Need help understanding "getbits()" method in Chapter 2 of K&R C
In chapter 2, the section on bitwise operators (section 2.9), I'm having trouble understanding how one of the sample methods works.
Here's the method provided:
unsigned int getbits(unsigned int x, int p, int n) {
return (x >> (p + 1 - n)) & ~(~0 << n);
}
The idea is that, for the given number x, it will return the n bits starting at position p, counting from the right (with the farthest right bit being position 0). Given the following main() method:
int main(void) {
int x = 0xF994, p = 4, n = 3;
int z = getbits(x, p, n);
printf("getbits(%u (%x), %d, %d) = %u (%X)\n", x, x, p, n, z, z);
return 0;
}
The output is:
getbits(63892 (f994), 4, 3) = 5 (5)
I get portions of this, but am having trouble with the "big picture," mostly because of the bits (no pun intended) that I don't understand.
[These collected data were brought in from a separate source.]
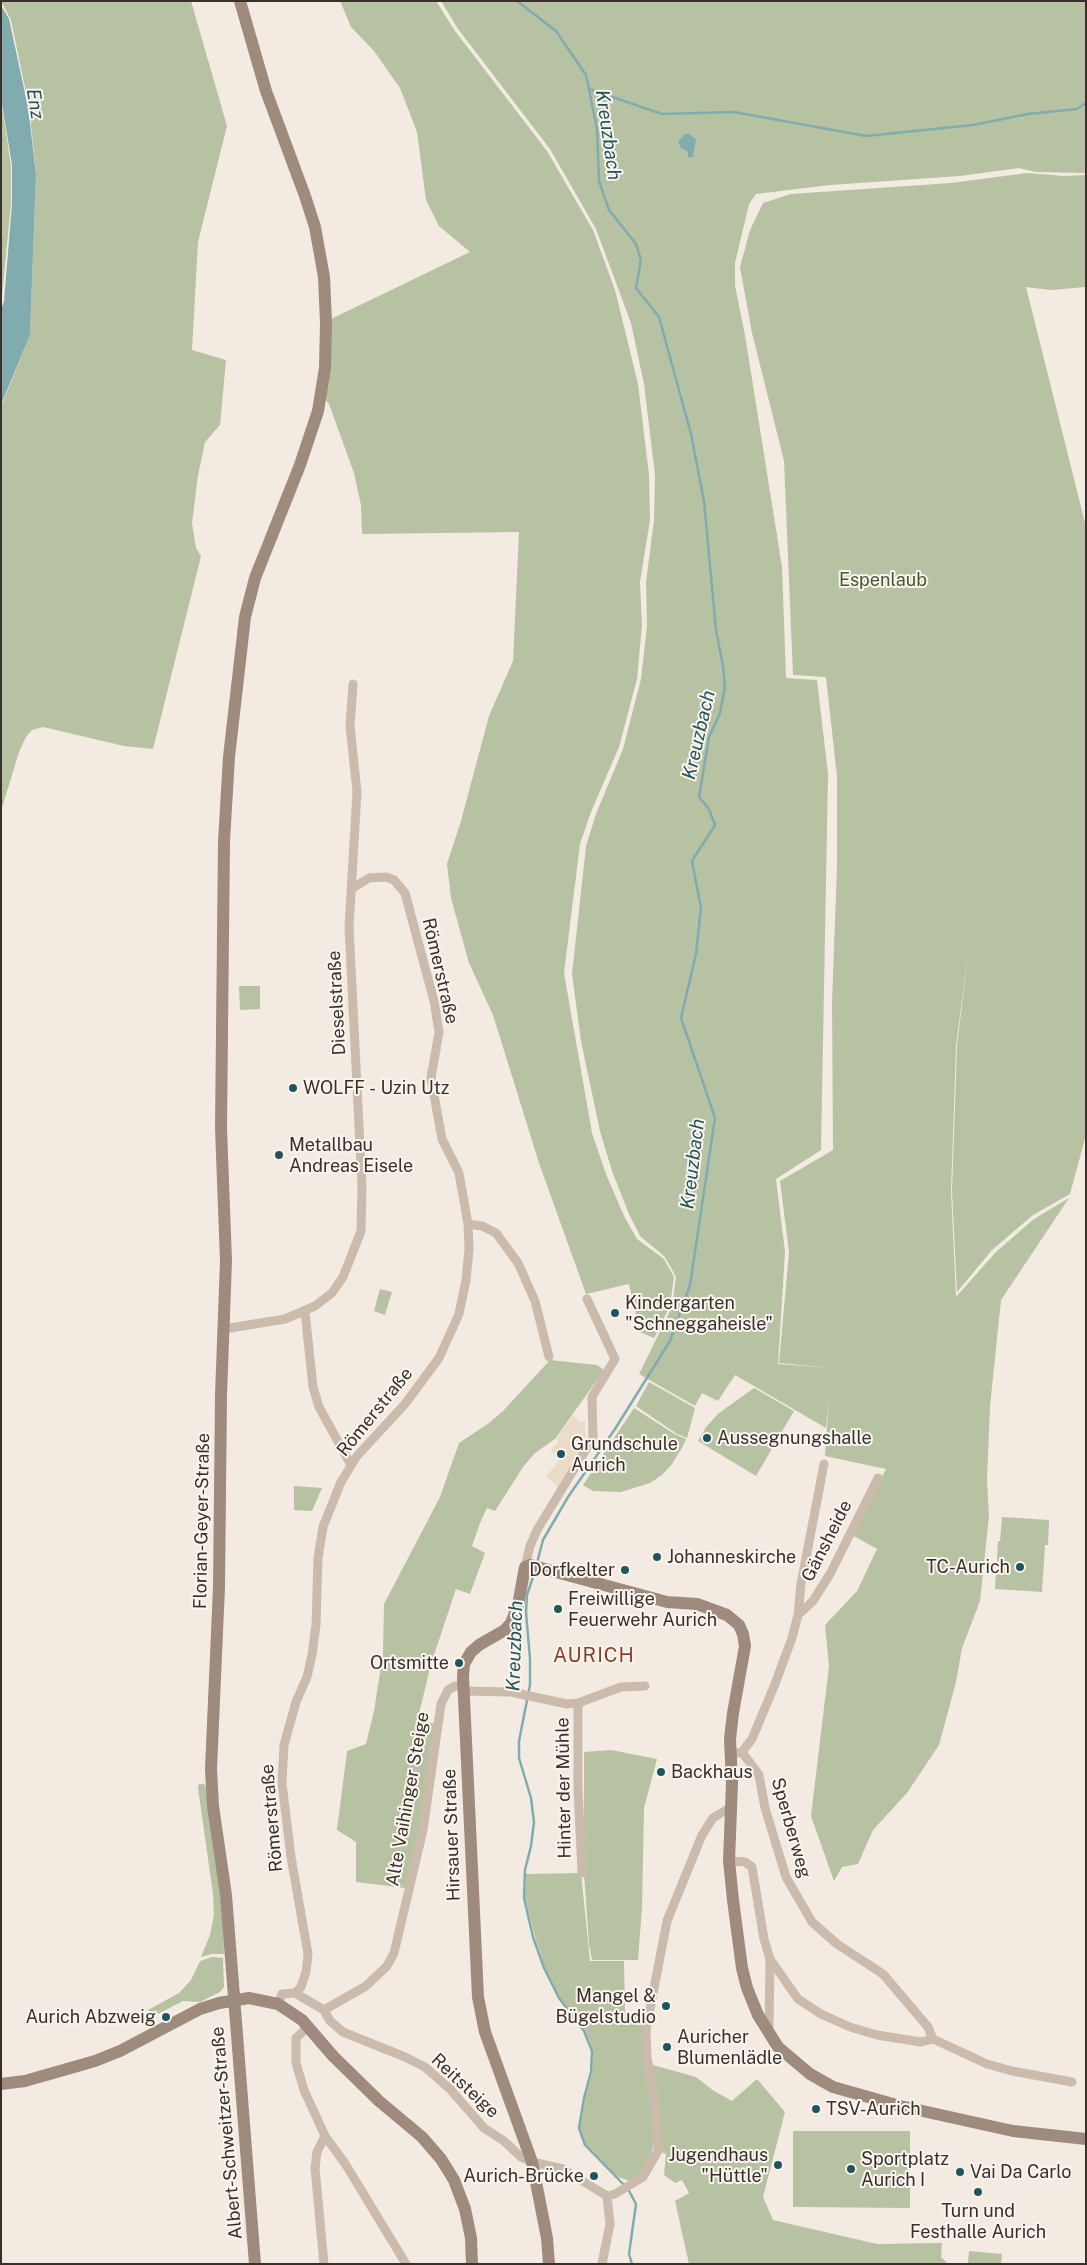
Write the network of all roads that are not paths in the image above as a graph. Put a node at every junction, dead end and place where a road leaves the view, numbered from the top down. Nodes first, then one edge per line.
1 (240, 1) edge
2 (353, 684) dead end
3 (353, 888) junction
4 (468, 1224) junction
5 (588, 1299) dead end
6 (305, 1312) junction
7 (224, 1329) junction
8 (549, 1357) dead end
9 (824, 1464) dead end
10 (351, 1465) junction
11 (878, 1478) dead end
12 (531, 1567) junction
13 (798, 1614) junction
14 (646, 1686) dead end
15 (463, 1688) junction
16 (578, 1703) junction
17 (737, 1753) junction
18 (731, 1807) junction
19 (729, 1861) junction
20 (582, 1873) dead end
21 (770, 1959) junction
22 (295, 1993) junction
23 (233, 1999) junction
24 (278, 2004) junction
25 (324, 2010) junction
26 (308, 2027) junction
27 (770, 2035) junction
28 (933, 2039) junction
29 (1072, 2082) dead end
30 (1, 2084) edge
31 (325, 2136) junction
32 (1086, 2139) edge
33 (532, 2162) junction
34 (611, 2196) junction
35 (255, 2264) edge
36 (324, 2264) edge
37 (406, 2264) edge
38 (472, 2264) edge
39 (549, 2264) edge
40 (602, 2264) edge

1 - 7 main road, Florian-Geyer-Straße
2 - 3 street, Dieselstraße
3 - 4 street, Römerstraße
3 - 6 street, Dieselstraße
4 - 8 street
4 - 10 street, Römerstraße
5 - 12 street
6 - 7 street, Dieselstraße
6 - 10 street
7 - 23 main road, Florian-Geyer-Straße
9 - 13 street
10 - 22 street, Römerstraße
11 - 13 street, Gänsheide
12 - 15 main road, Hirsauer Straße
12 - 17 main road
13 - 17 street
14 - 16 street
15 - 16 street
15 - 25 street, Alte Vaihinger Steige
15 - 33 main road, Hirsauer Straße
16 - 20 street, Hinter der Mühle
17 - 18 main road
17 - 28 street, Sperberweg
18 - 19 main road
18 - 34 street
19 - 21 street
19 - 27 main road
21 - 27 street
21 - 28 street
22 - 24 street
22 - 25 street
23 - 24 main road
23 - 30 main road
23 - 35 main road, Albert-Schweitzer-Straße
24 - 26 main road
25 - 33 street, Reitsteige
26 - 31 street
26 - 38 main road
27 - 32 main road
28 - 29 street
31 - 36 street
31 - 37 street
33 - 34 street
33 - 39 main road, Hirsauer Straße
34 - 40 street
The part I'm specifically having issues with is the complements piece: ~(~0 << n). I think I get the first part, dealing with x; it's this part (and then the mask) that I'm struggling with -- and how it all comes together to actually retrieve those bits. (Which I've verified it is doing, both with code and checking my results using calc.exe -- thank God it has a binary view!)
Any help?
Answer
Let's use 16 bits for our example. In that case, ~0 is equal to
1111111111111111
When we left-shift this n bits (3 in your case), we get:
1111111111111000
because the 1s at the left are discarded and 0s are fed in at the right. Then re-complementing it gives:
0000000000000111
so it's just a clever way to get n 1-bits in the least significant part of the number.
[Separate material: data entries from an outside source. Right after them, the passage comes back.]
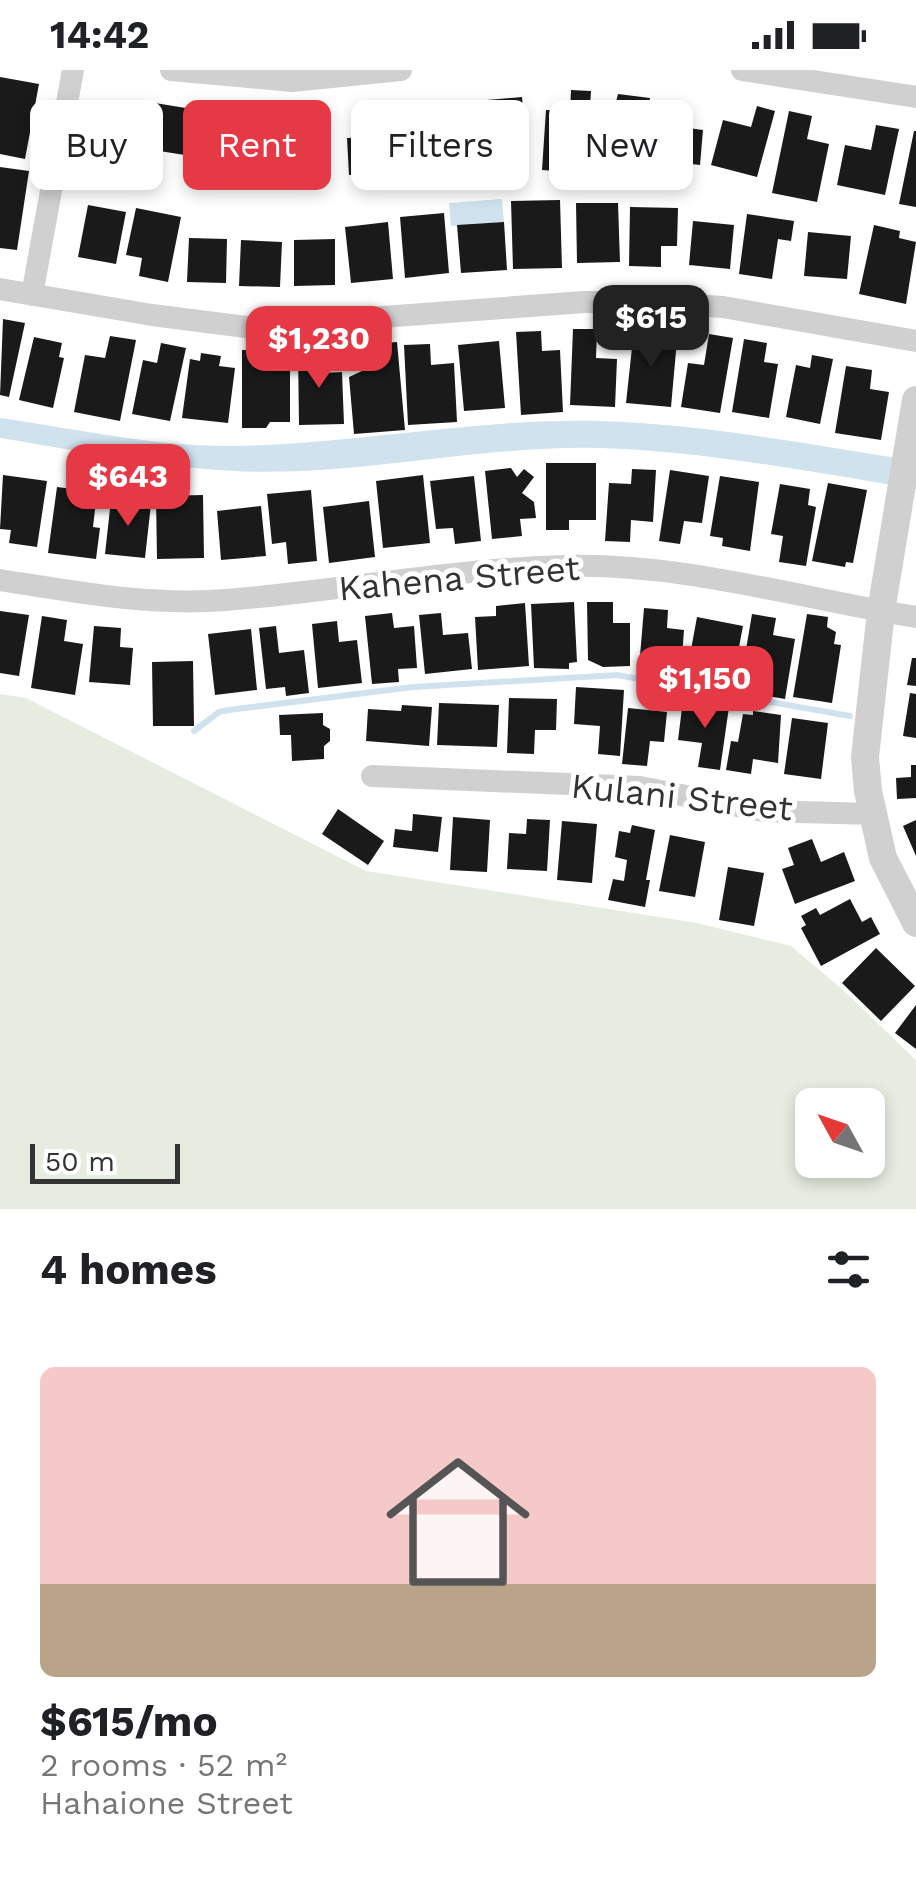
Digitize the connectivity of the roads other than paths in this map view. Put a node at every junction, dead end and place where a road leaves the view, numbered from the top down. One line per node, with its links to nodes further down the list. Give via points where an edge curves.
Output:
1 (73, 70): 7 (street)
2 (171, 70): 3 (street, via 292,81)
3 (400, 70)
4 (742, 70): 5 (street)
5 (916, 97)
6 (0, 290): 7 (street)
7 (32, 295): 8 (street, via 246,327 649,302 723,307)
8 (916, 341)
9 (916, 400): 11 (street)
10 (0, 580): 11 (street, Kahena Street, via 131,601 223,600 497,570 632,566)
11 (880, 611): 12 (street, Kahena Street); 14 (street, via 865,749)
12 (916, 617)
13 (372, 776): 14 (street, Kulani Street, via 624,786 763,811)
14 (873, 814): 15 (street, via 892,880)
15 (916, 923)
The "x bit" you describe has shifted the given number (f994 = 1111 1001 1001 0100) right far enough so that the least significant 3 bits are the ones you want. In this example, the input bits you're requesting are there, all other input bits are marked . since they're not important to the final result:
ff94 ...........101.. # original number
>> p+1-n [2] .............101 # shift desired bits to right
& ~(~0 << n) [7] 0000000000000101 # clear all the other (left) bits
As you can see, you now have the relevant bits, in the rightmost bit positions.